Project # 3

Assignment

The goal of the project is the implementation of the PageRank (PR) algorithm with data-driven or topology-driven calculation of the PageRank score.

Problem description. PageRank is an algorithm that assigns each vertex in a directed graph a score that describes its "importance" in the structure of the graph. It was developed to organize search results on the Web (Google), but can be used to rank vertices in any directed graph.

Page Rank can be defined recursively: for each vertex from the set of all vertices \( u \in V \) is given by: \[PR(u) = \frac{1 - d}{|V|} + d \sum\limits_{v \in N^-(u)}\frac{PR(v)}{|N^+(v))|},\] where \(d\) is the "teleportation" constant (let's set it to 0.85), \(N^-(u)\) is the set of all vertices, from which an edge leads to \(u\) and \(N^+(v)\) is the set of all vertices, to which edge leads from \(v\).

In other words, PR of vertex \(u \) corresponds to the sum of PR contributions from all vertices of the graph from which the edge leads to \( u \), where each "donor" distributes its PR equally among all vertices to which an edge leads from it.

The PR calculation defined in this way is recursive. For the first iteration, we initialize the PR of all vertices to the same value, corresponding to \(\frac{1}{|V|}\). Then we repeat the PR calculation for all vertices in the graph until its value stabilizes (i.e. the change in PR for individual vertices is not less than a predetermined threshold).

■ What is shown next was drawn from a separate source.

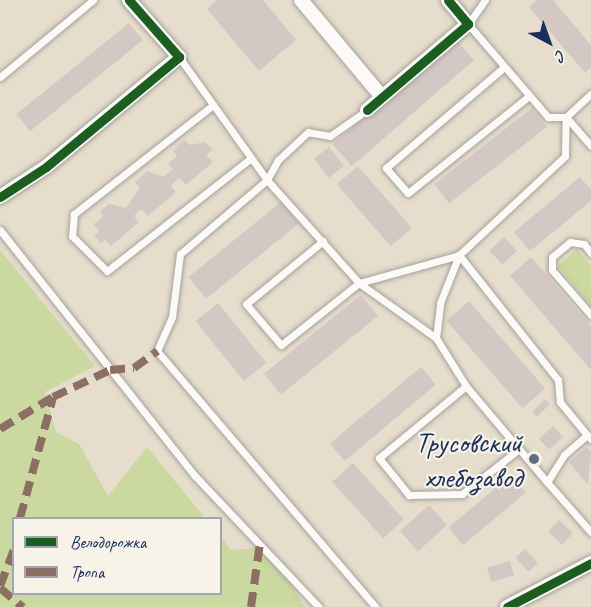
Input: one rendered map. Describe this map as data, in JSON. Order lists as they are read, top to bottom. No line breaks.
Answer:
{"places":["Трусовский хлебозавод"],"legend":["Велодорожка","Тропа"],"north":"bottom right"}
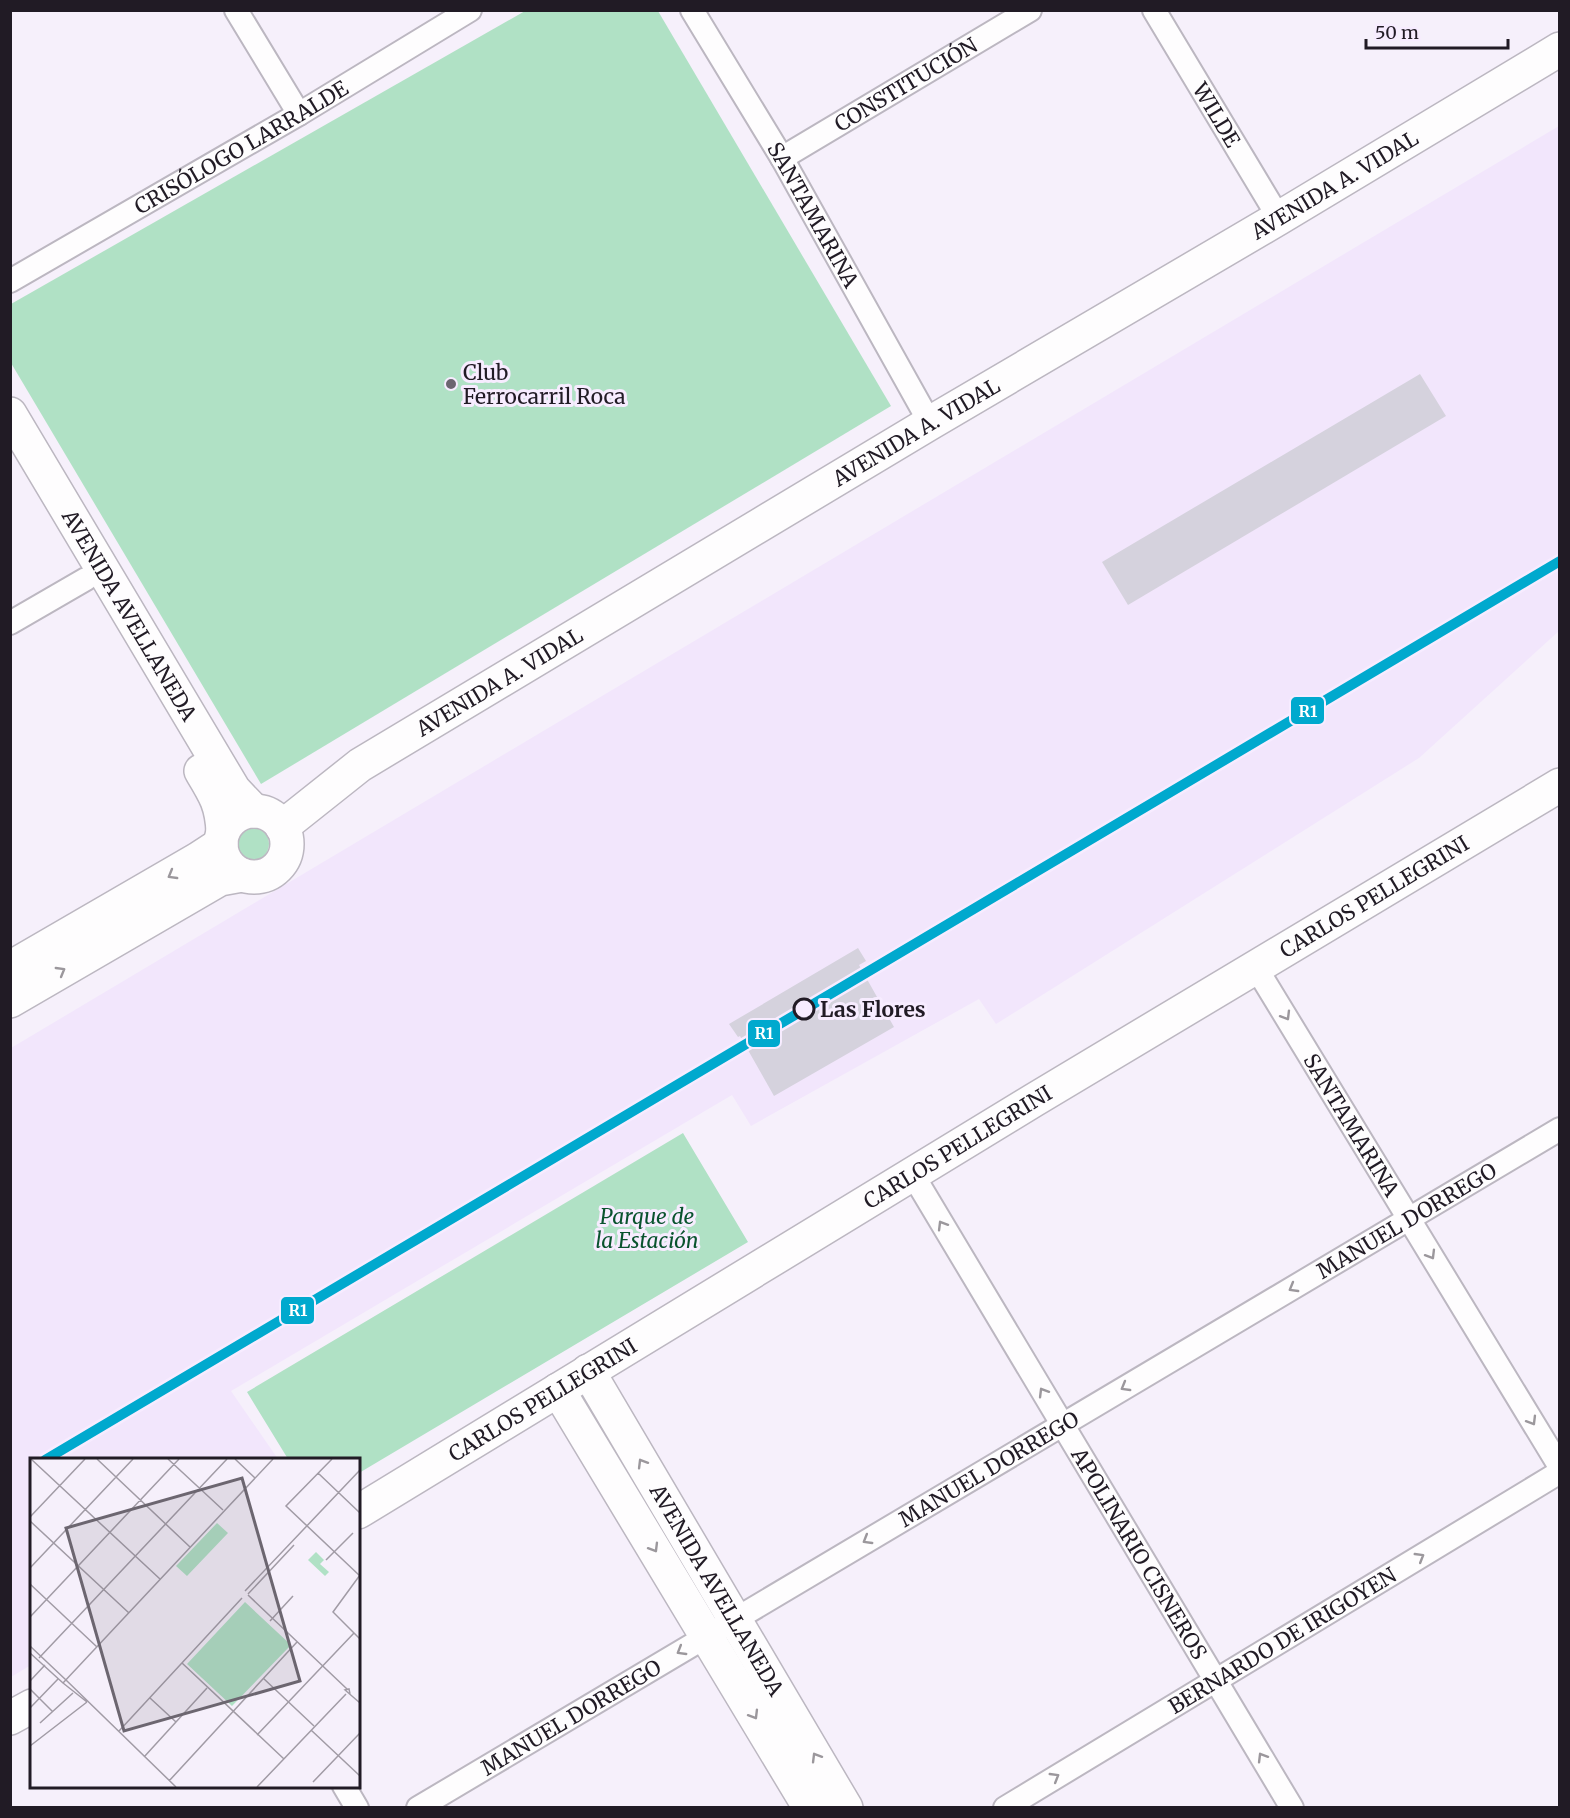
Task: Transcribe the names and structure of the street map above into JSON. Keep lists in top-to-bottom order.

Practically, the calculation of PR can be done in many ways. We demonstrated a data-driven approach (in each iteration we recalculate the PR for all vertices in the graph) and a topology-driven approach (in each iteration we calculate the PR only for those vertices for which there was a change in the PR of one of the donors, \(v \in N^-(u)\). It is obvious that if the PR of any funder has not changed, neither will the PR of \( u \).

A key aspect of PR calculation is appropriate graph representation and knowledge of \( N^-(u) \) a \( |N^+(u)| \) for each vertex. We can easily represent a graph using an adjacency matrix. That is, a matrix that will have the same number of rows and columns (equal to \( |V| \)) and on the position \(ij\) the value 1 if an edge leads from \(i\) to \(j\) and 0 otherwise. It is clear that the adjacency matrix will be sparse for large graphs with tens or hundreds of thousands of vertices, so it needs to be represented as an edge matrix. Representation by a classic dense matrix would have a large memory requirement even for relatively small graphs (a 100000x100000 bitmap takes up approx. 1.2 GB). It is therefore better to represent the adjacency matrix as a sparse binary matrix, i.e. for each vertex, store a list of vertices to which an edge leads from it.

Based on this, we can formulate the following assignment.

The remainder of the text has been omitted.